May 6, 1927
Fox
Directed by Frank Borzage
Bob Smith, my first film history professor, told me that if you’ve never been in love, watch 7th Heaven, and you will know what it feels like.
I was seventeen and hadn’t been in love yet. It was a month before my best friend confessed her love for me, and three months before we started dating. Seventeen years later, we have now been married for twelve, and she remains the only woman I’ve loved.
The last three years have been the most difficult of our marriage. She graduated from college, magna cum laude, Phi Beta Kappa, tried several jobs but quit all of them in despair. Every job she takes makes her life so miserable that she would rather be dead than work. She is depressed and scared all the time, and our financial situation has deteriorated so that we are in six figures of debt and facing bankruptcy. If I only knew how to make enough money to take care of both of us, I would do it without question.
For those who will climb it, there is a ladder leading from the depths to the heights – from the sewer to the stars – the ladder of Courage.
There’s no need for a modernist or psychoanalytic critique of a movie like this, which is simply and profoundly a love story. Love is the ultimate feminine goal, and this is a feminine film. A movie about love made for women, or for men who wish to understand the feminine.
Every man has trouble with his chosen woman, but where most women are able reduce their man to a quivering mess with their anger, it’s my wife’s sadness that collapses me. But each time I am overpowered, I am again challenged to be a more courageous man. To have the courage to face the world, make money, take care of my family, and have an open heart.
I recognize that same sadness in Janet Gaynor’s face.
Gaynor, who had mostly appeared in extra roles before this, delivers an extraordinary natural performance as Diane. Her face reveals the heart of the feminine, in the depths of despair, the heights of hope, and the fullness of love.
Chico saves Diane from her cruel older sister, but is unable to face her despair. As Chico rambles on about his dissatisfaction with life as a sewer rat, Diane lies in a heap of misery on the street. It is only when she attempts to kill herself with his knife that he sees her, grabs it from her, and tries to talk her out of being sad.
Yeah, that doesn’t work. But pity moves him to take her home to his seventh-floor apartment, complete with a huge window open to the Parisian night. Heaven.
Chico fearlessly crosses a plank stretched high above the streets to get some linens and a nightgown for Diane. Never look down. Always look up.
While he is out, we see Diane afraid once again, not of her sister or the police, but of the open bed she she sees in front of her. Hidden from the view of the window, Diane undresses in front of the camera, revealing her bare legs to the audience.

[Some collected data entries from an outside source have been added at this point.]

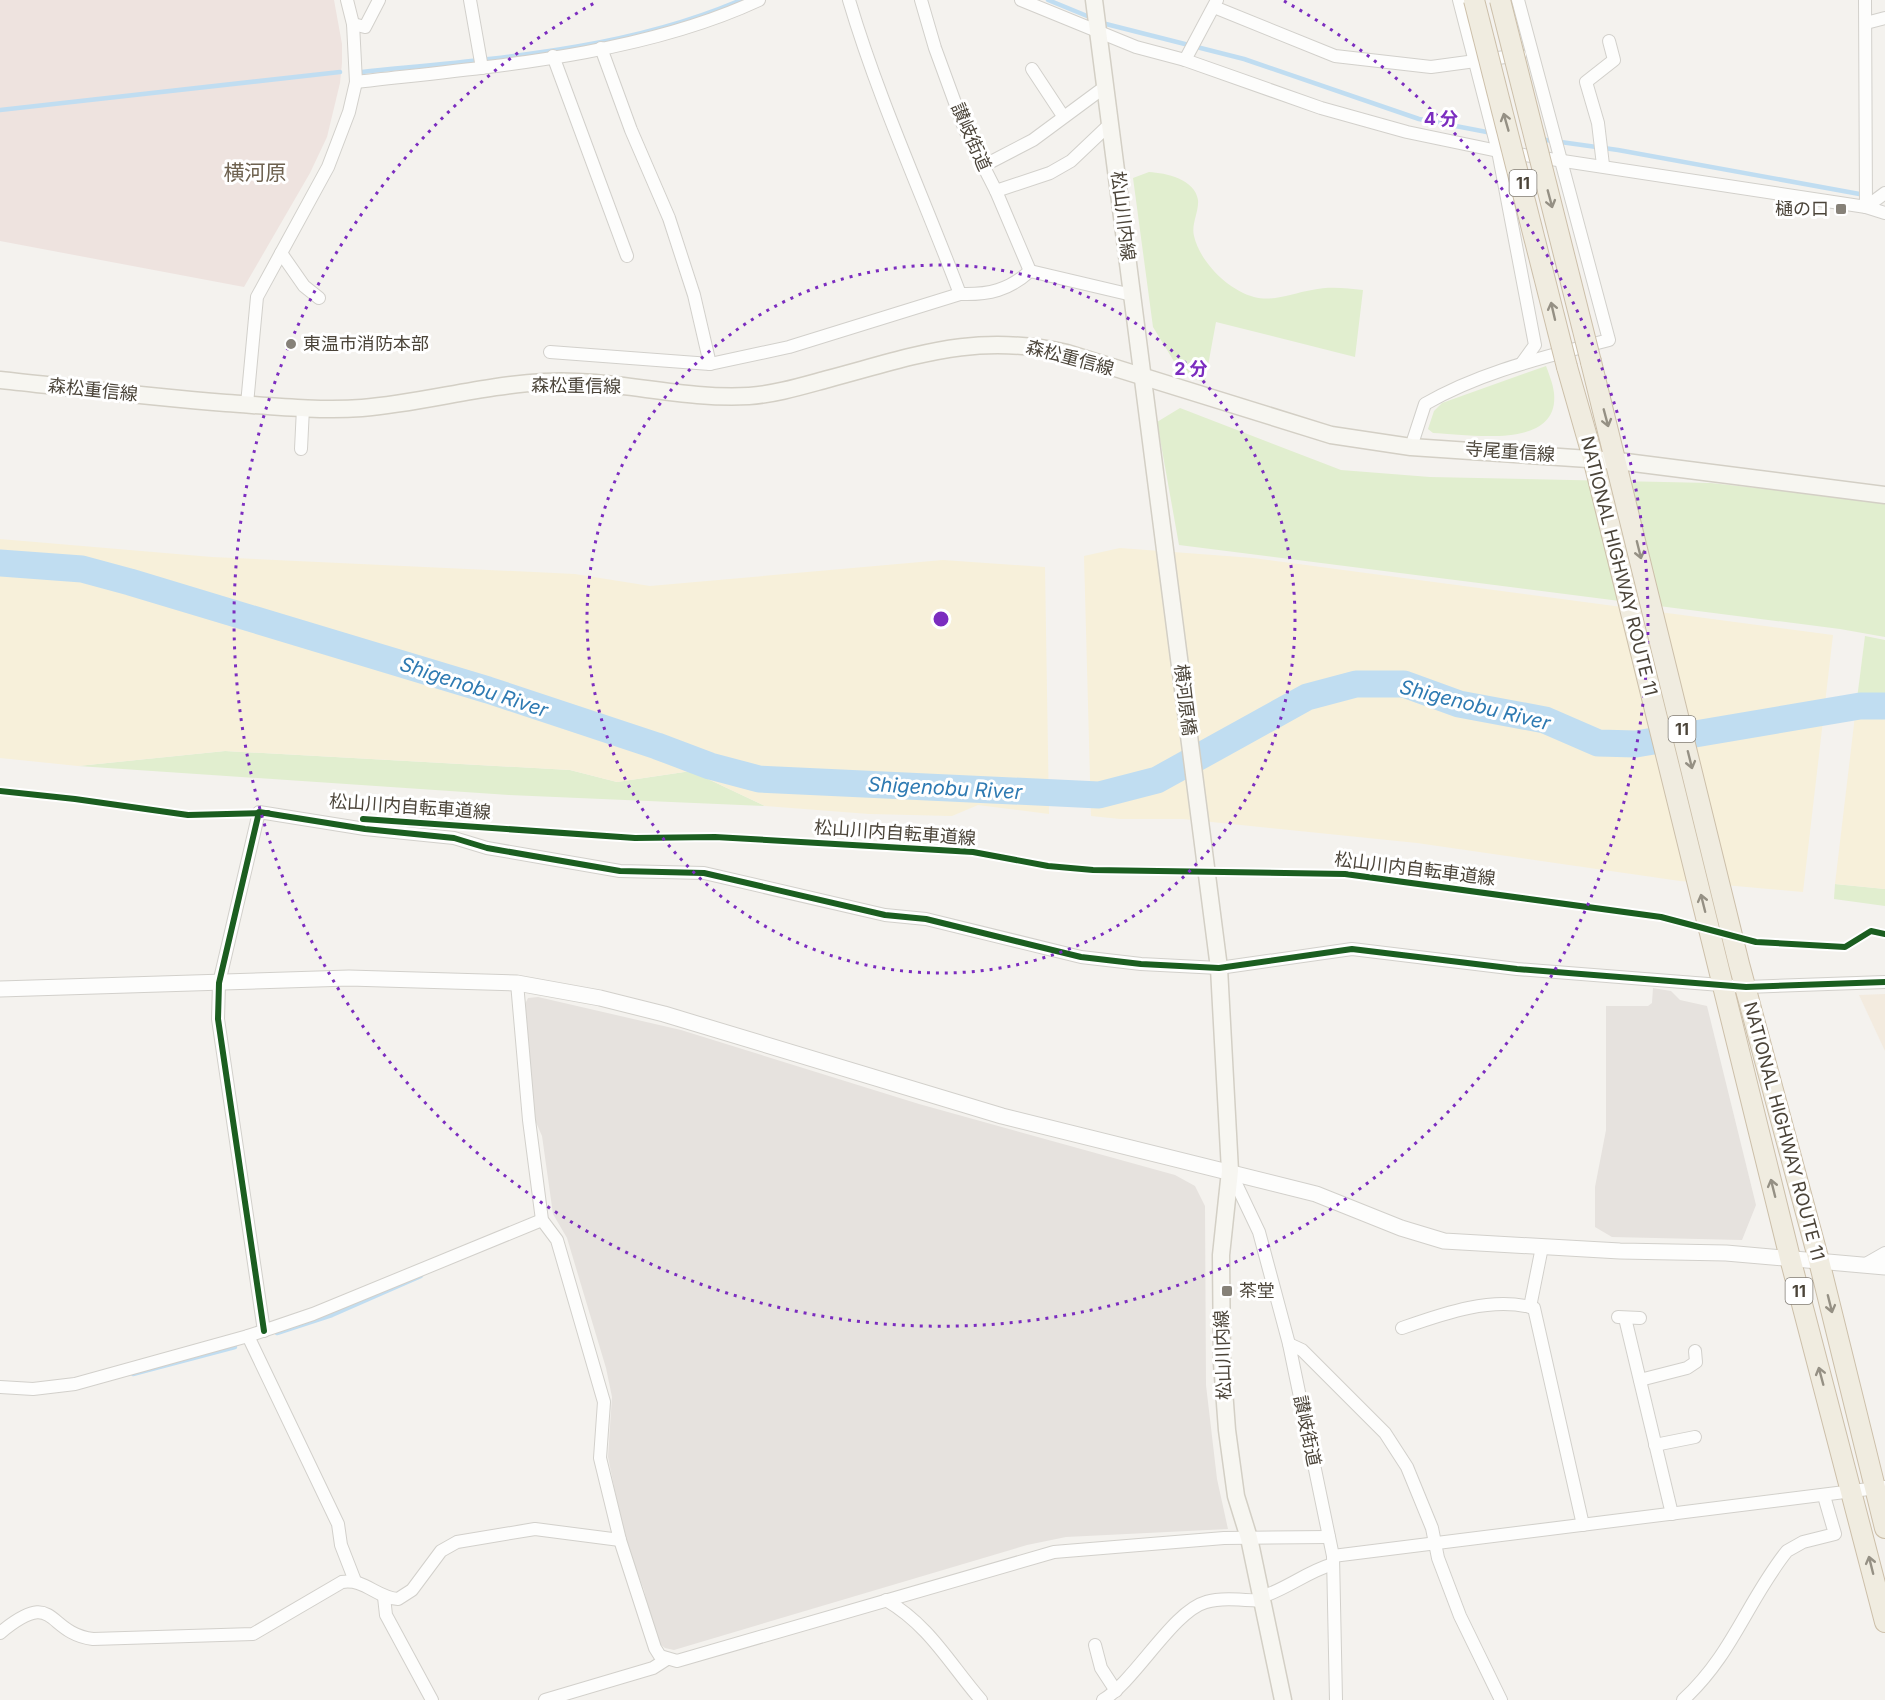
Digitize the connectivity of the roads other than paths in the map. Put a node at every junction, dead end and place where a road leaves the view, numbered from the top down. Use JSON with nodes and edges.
{"nodes":[{"id":1,"x":347,"y":0,"type":"edge"},
{"id":2,"x":379,"y":0,"type":"edge"},
{"id":3,"x":470,"y":0,"type":"edge"},
{"id":4,"x":759,"y":0,"type":"edge"},
{"id":5,"x":849,"y":0,"type":"edge"},
{"id":6,"x":921,"y":0,"type":"edge"},
{"id":7,"x":1021,"y":0,"type":"edge"},
{"id":8,"x":1094,"y":0,"type":"edge"},
{"id":9,"x":1459,"y":0,"type":"edge"},
{"id":10,"x":1474,"y":0,"type":"edge"},
{"id":11,"x":1500,"y":0,"type":"edge"},
{"id":12,"x":1518,"y":0,"type":"edge"},
{"id":13,"x":1865,"y":0,"type":"edge"},
{"id":14,"x":1215,"y":3,"type":"edge"},
{"id":15,"x":1885,"y":18,"type":"edge"},
{"id":16,"x":1866,"y":23,"type":"junction"},
{"id":17,"x":353,"y":24,"type":"junction"},
{"id":18,"x":1099,"y":32,"type":"junction"},
{"id":19,"x":1609,"y":41,"type":"dead end"},
{"id":20,"x":601,"y":48,"type":"junction"},
{"id":21,"x":1532,"y":54,"type":"junction"},
{"id":22,"x":553,"y":56,"type":"junction"},
{"id":23,"x":1185,"y":60,"type":"junction"},
{"id":24,"x":1474,"y":62,"type":"junction"},
{"id":25,"x":481,"y":63,"type":"junction"},
{"id":26,"x":1032,"y":69,"type":"dead end"},
{"id":27,"x":356,"y":82,"type":"junction"},
{"id":28,"x":1106,"y":86,"type":"junction"},
{"id":29,"x":1063,"y":116,"type":"junction"},
{"id":30,"x":1111,"y":123,"type":"junction"},
{"id":31,"x":1498,"y":151,"type":"junction"},
{"id":32,"x":1562,"y":159,"type":"junction"},
{"id":33,"x":1602,"y":165,"type":"junction"},
{"id":34,"x":983,"y":166,"type":"junction"},
{"id":35,"x":996,"y":191,"type":"junction"},
{"id":36,"x":1885,"y":193,"type":"edge"},
{"id":37,"x":1866,"y":207,"type":"junction"},
{"id":38,"x":1885,"y":213,"type":"edge"},
{"id":39,"x":281,"y":253,"type":"junction"},
{"id":40,"x":627,"y":256,"type":"dead end"},
{"id":41,"x":1030,"y":271,"type":"junction"},
{"id":42,"x":960,"y":294,"type":"junction"},
{"id":43,"x":1132,"y":295,"type":"junction"},
{"id":44,"x":319,"y":298,"type":"dead end"},
{"id":45,"x":550,"y":352,"type":"dead end"},
{"id":46,"x":1522,"y":363,"type":"junction"},
{"id":47,"x":710,"y":364,"type":"junction"},
{"id":48,"x":1142,"y":379,"type":"junction"},
{"id":49,"x":0,"y":380,"type":"edge"},
{"id":50,"x":247,"y":404,"type":"junction"},
{"id":51,"x":303,"y":408,"type":"junction"},
{"id":52,"x":1150,"y":432,"type":"joint"},
{"id":53,"x":1412,"y":447,"type":"junction"},
{"id":54,"x":301,"y":449,"type":"dead end"},
{"id":55,"x":1593,"y":458,"type":"junction"},
{"id":56,"x":1618,"y":461,"type":"junction"},
{"id":57,"x":1885,"y":495,"type":"edge"},
{"id":58,"x":1219,"y":968,"type":"junction"},
{"id":59,"x":1885,"y":982,"type":"edge"},
{"id":60,"x":219,"y":983,"type":"junction"},
{"id":61,"x":517,"y":983,"type":"junction"},
{"id":62,"x":1724,"y":985,"type":"junction"},
{"id":63,"x":1746,"y":987,"type":"junction"},
{"id":64,"x":0,"y":989,"type":"edge"},
{"id":65,"x":1230,"y":1171,"type":"junction"},
{"id":66,"x":542,"y":1220,"type":"junction"},
{"id":67,"x":1542,"y":1247,"type":"junction"},
{"id":68,"x":1885,"y":1253,"type":"edge"},
{"id":69,"x":1790,"y":1258,"type":"junction"},
{"id":70,"x":1819,"y":1261,"type":"junction"},
{"id":71,"x":1864,"y":1265,"type":"junction"},
{"id":72,"x":1885,"y":1267,"type":"edge"},
{"id":73,"x":1530,"y":1307,"type":"junction"},
{"id":74,"x":1640,"y":1318,"type":"dead end"},
{"id":75,"x":1402,"y":1328,"type":"dead end"},
{"id":76,"x":264,"y":1331,"type":"junction"},
{"id":77,"x":248,"y":1336,"type":"junction"},
{"id":78,"x":1289,"y":1344,"type":"junction"},
{"id":79,"x":1695,"y":1351,"type":"dead end"},
{"id":80,"x":1640,"y":1380,"type":"junction"},
{"id":81,"x":0,"y":1387,"type":"edge"},
{"id":82,"x":1695,"y":1437,"type":"dead end"},
{"id":83,"x":1655,"y":1445,"type":"junction"},
{"id":84,"x":1880,"y":1488,"type":"edge"},
{"id":85,"x":1852,"y":1492,"type":"junction"},
{"id":86,"x":1824,"y":1496,"type":"junction"},
{"id":87,"x":1672,"y":1514,"type":"junction"},
{"id":88,"x":1583,"y":1525,"type":"junction"},
{"id":89,"x":1885,"y":1528,"type":"edge"},
{"id":90,"x":1329,"y":1537,"type":"junction"},
{"id":91,"x":1249,"y":1538,"type":"junction"},
{"id":92,"x":620,"y":1540,"type":"junction"},
{"id":93,"x":1435,"y":1544,"type":"junction"},
{"id":94,"x":1333,"y":1560,"type":"junction"},
{"id":95,"x":355,"y":1581,"type":"junction"},
{"id":96,"x":384,"y":1597,"type":"junction"},
{"id":97,"x":1261,"y":1599,"type":"junction"},
{"id":98,"x":886,"y":1600,"type":"junction"},
{"id":99,"x":1885,"y":1622,"type":"edge"},
{"id":100,"x":0,"y":1633,"type":"edge"},
{"id":101,"x":1095,"y":1645,"type":"dead end"},
{"id":102,"x":667,"y":1659,"type":"junction"},
{"id":103,"x":1116,"y":1691,"type":"junction"},
{"id":104,"x":432,"y":1700,"type":"edge"},
{"id":105,"x":545,"y":1700,"type":"edge"},
{"id":106,"x":981,"y":1700,"type":"edge"},
{"id":107,"x":1103,"y":1700,"type":"edge"},
{"id":108,"x":1283,"y":1700,"type":"edge"},
{"id":109,"x":1335,"y":1700,"type":"edge"},
{"id":110,"x":1501,"y":1700,"type":"edge"},
{"id":111,"x":1683,"y":1700,"type":"edge"}],
"edges":[{"from":1,"to":17,"type":"street"},
{"from":2,"to":17,"type":"street"},
{"from":3,"to":25,"type":"street"},
{"from":4,"to":20,"type":"street"},
{"from":5,"to":42,"type":"street"},
{"from":6,"to":34,"type":"street","name":"讃岐街道"},
{"from":7,"to":18,"type":"street"},
{"from":8,"to":18,"type":"main road","name":"松山川内線"},
{"from":9,"to":24,"type":"street"},
{"from":55,"to":10,"type":"highway","name":"NATIONAL HIGHWAY ROUTE 11","number":"11","one_way":true,"bridge":true},
{"from":11,"to":56,"type":"highway","name":"NATIONAL HIGHWAY ROUTE 11","number":"11","one_way":true,"bridge":true},
{"from":12,"to":21,"type":"street"},
{"from":13,"to":16,"type":"street"},
{"from":14,"to":23,"type":"street"},
{"from":14,"to":24,"type":"street"},
{"from":15,"to":16,"type":"street"},
{"from":16,"to":37,"type":"street"},
{"from":17,"to":27,"type":"street"},
{"from":18,"to":23,"type":"street"},
{"from":18,"to":28,"type":"main road","name":"松山川内線"},
{"from":19,"to":33,"type":"street"},
{"from":20,"to":22,"type":"street"},
{"from":20,"to":47,"type":"street"},
{"from":21,"to":24,"type":"street"},
{"from":21,"to":32,"type":"street"},
{"from":22,"to":25,"type":"street"},
{"from":22,"to":40,"type":"street"},
{"from":23,"to":31,"type":"street"},
{"from":24,"to":31,"type":"street"},
{"from":25,"to":27,"type":"street"},
{"from":26,"to":29,"type":"street"},
{"from":27,"to":39,"type":"street"},
{"from":28,"to":29,"type":"street"},
{"from":28,"to":30,"type":"main road","name":"松山川内線"},
{"from":29,"to":34,"type":"street"},
{"from":30,"to":35,"type":"street"},
{"from":30,"to":43,"type":"main road","name":"松山川内線"},
{"from":31,"to":32,"type":"street"},
{"from":31,"to":46,"type":"street"},
{"from":32,"to":33,"type":"street"},
{"from":32,"to":46,"type":"street"},
{"from":33,"to":37,"type":"street"},
{"from":34,"to":35,"type":"street","name":"讃岐街道"},
{"from":35,"to":41,"type":"street","name":"讃岐街道"},
{"from":36,"to":37,"type":"street"},
{"from":37,"to":38,"type":"street"},
{"from":39,"to":44,"type":"street"},
{"from":39,"to":50,"type":"street"},
{"from":41,"to":42,"type":"street"},
{"from":41,"to":43,"type":"street"},
{"from":42,"to":47,"type":"street"},
{"from":43,"to":48,"type":"main road","name":"松山川内線"},
{"from":45,"to":47,"type":"street"},
{"from":46,"to":53,"type":"street"},
{"from":48,"to":51,"type":"main road","name":"森松重信線"},
{"from":48,"to":52,"type":"main road","name":"松山川内線"},
{"from":48,"to":53,"type":"main road","name":"寺尾重信線"},
{"from":49,"to":50,"type":"main road","name":"森松重信線"},
{"from":50,"to":51,"type":"main road","name":"森松重信線"},
{"from":51,"to":54,"type":"street"},
{"from":52,"to":58,"type":"main road","name":"横河原橋"},
{"from":53,"to":55,"type":"main road","name":"寺尾重信線"},
{"from":55,"to":56,"type":"main road","name":"寺尾重信線"},
{"from":62,"to":55,"type":"highway","name":"NATIONAL HIGHWAY ROUTE 11","number":"11","one_way":true},
{"from":56,"to":57,"type":"main road","name":"寺尾重信線"},
{"from":56,"to":63,"type":"highway","name":"NATIONAL HIGHWAY ROUTE 11","number":"11","one_way":true},
{"from":58,"to":60,"type":"street"},
{"from":58,"to":62,"type":"street"},
{"from":58,"to":65,"type":"main road","name":"松山川内線"},
{"from":59,"to":63,"type":"street"},
{"from":60,"to":61,"type":"street"},
{"from":60,"to":64,"type":"street"},
{"from":60,"to":76,"type":"street"},
{"from":61,"to":65,"type":"street"},
{"from":61,"to":66,"type":"street"},
{"from":62,"to":63,"type":"street"},
{"from":69,"to":62,"type":"highway","name":"NATIONAL HIGHWAY ROUTE 11","number":"11","one_way":true},
{"from":63,"to":70,"type":"highway","name":"NATIONAL HIGHWAY ROUTE 11","number":"11"},
{"from":65,"to":67,"type":"street"},
{"from":65,"to":78,"type":"street","name":"讃岐街道"},
{"from":65,"to":91,"type":"main road","name":"松山川内線"},
{"from":66,"to":76,"type":"street"},
{"from":66,"to":92,"type":"street"},
{"from":67,"to":69,"type":"street"},
{"from":67,"to":73,"type":"street"},
{"from":68,"to":71,"type":"street"},
{"from":69,"to":70,"type":"street"},
{"from":85,"to":69,"type":"highway","name":"NATIONAL HIGHWAY ROUTE 11","number":"11","one_way":true},
{"from":70,"to":71,"type":"street"},
{"from":70,"to":84,"type":"highway","name":"NATIONAL HIGHWAY ROUTE 11","number":"11","one_way":true},
{"from":71,"to":72,"type":"street"},
{"from":73,"to":75,"type":"street"},
{"from":73,"to":88,"type":"street"},
{"from":74,"to":80,"type":"street"},
{"from":76,"to":77,"type":"street"},
{"from":77,"to":81,"type":"street"},
{"from":77,"to":95,"type":"street"},
{"from":78,"to":90,"type":"street","name":"讃岐街道"},
{"from":78,"to":93,"type":"street"},
{"from":79,"to":80,"type":"street"},
{"from":80,"to":83,"type":"street"},
{"from":82,"to":83,"type":"street"},
{"from":83,"to":87,"type":"street"},
{"from":84,"to":85,"type":"street"},
{"from":84,"to":89,"type":"highway","name":"NATIONAL HIGHWAY ROUTE 11","number":"11"},
{"from":85,"to":86,"type":"street"},
{"from":99,"to":85,"type":"highway","name":"NATIONAL HIGHWAY ROUTE 11","number":"11","one_way":true},
{"from":86,"to":87,"type":"street"},
{"from":86,"to":111,"type":"street"},
{"from":87,"to":88,"type":"street"},
{"from":88,"to":93,"type":"street"},
{"from":90,"to":91,"type":"street"},
{"from":90,"to":94,"type":"street","name":"讃岐街道"},
{"from":91,"to":97,"type":"main road","name":"松山川内線"},
{"from":91,"to":98,"type":"street"},
{"from":92,"to":96,"type":"street"},
{"from":92,"to":102,"type":"street"},
{"from":93,"to":94,"type":"street"},
{"from":93,"to":110,"type":"street"},
{"from":94,"to":97,"type":"street"},
{"from":94,"to":109,"type":"street","name":"讃岐街道"},
{"from":95,"to":96,"type":"street"},
{"from":95,"to":100,"type":"street"},
{"from":96,"to":104,"type":"street"},
{"from":97,"to":103,"type":"street"},
{"from":97,"to":108,"type":"main road","name":"松山川内線"},
{"from":98,"to":102,"type":"street"},
{"from":98,"to":106,"type":"street"},
{"from":101,"to":103,"type":"street"},
{"from":102,"to":105,"type":"street"},
{"from":103,"to":107,"type":"street"}]}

This is an obvious chance to talk about the male gaze – our budding starlet is undressing for the camera in a tight, furtive frame. But I don’t think it’s that simple. It’s an obvious truth that movies are made under the implicit assumption of a male viewer, a male audience, male characters, and that all representation of women is reduced to that of a passive object.
Her legs are lovely, but this movie was not made for male lust. Janet Gaynor is not a passive object that arrests the movement of the story. This is a movie about love and the feminine and Gaynor is the story. By contrast, the scenes with Chico and his male friends are always ridiculous, even those of the war.
The real narrative lies in the progression of close-ups of Gaynor, from despair to hope and now to a fear of being forced to give her body too soon to the first person she could trust. It’s this body she reveals to us, before hurrying into the bed and drawing the covers up to her chin.
When Chico returns, we watch him undress and Diane, from under her covers, watches along with us with fascination. Chico approaches the bed only to grab a pillow for himself and head into the other room. Diane (now clothed) sneaks over to see that he has made his own bed at a respectful distance, and she can barely contain her ebullience.
As the scene fades to black, we know their love is secure. In the second half of the movie, it only remains to face death, that all-consuming impersonal force that conspires to drive everyone apart. But Diane has already learned always to look up.
Things are darker than they’ve ever been, and I have no choice but to keep looking up. To find the courage not only to face the world in all its danger but to face the no less intimidating psyche of my woman, whose suffering I can only imagine, and make a place for us. A place that’s heaven.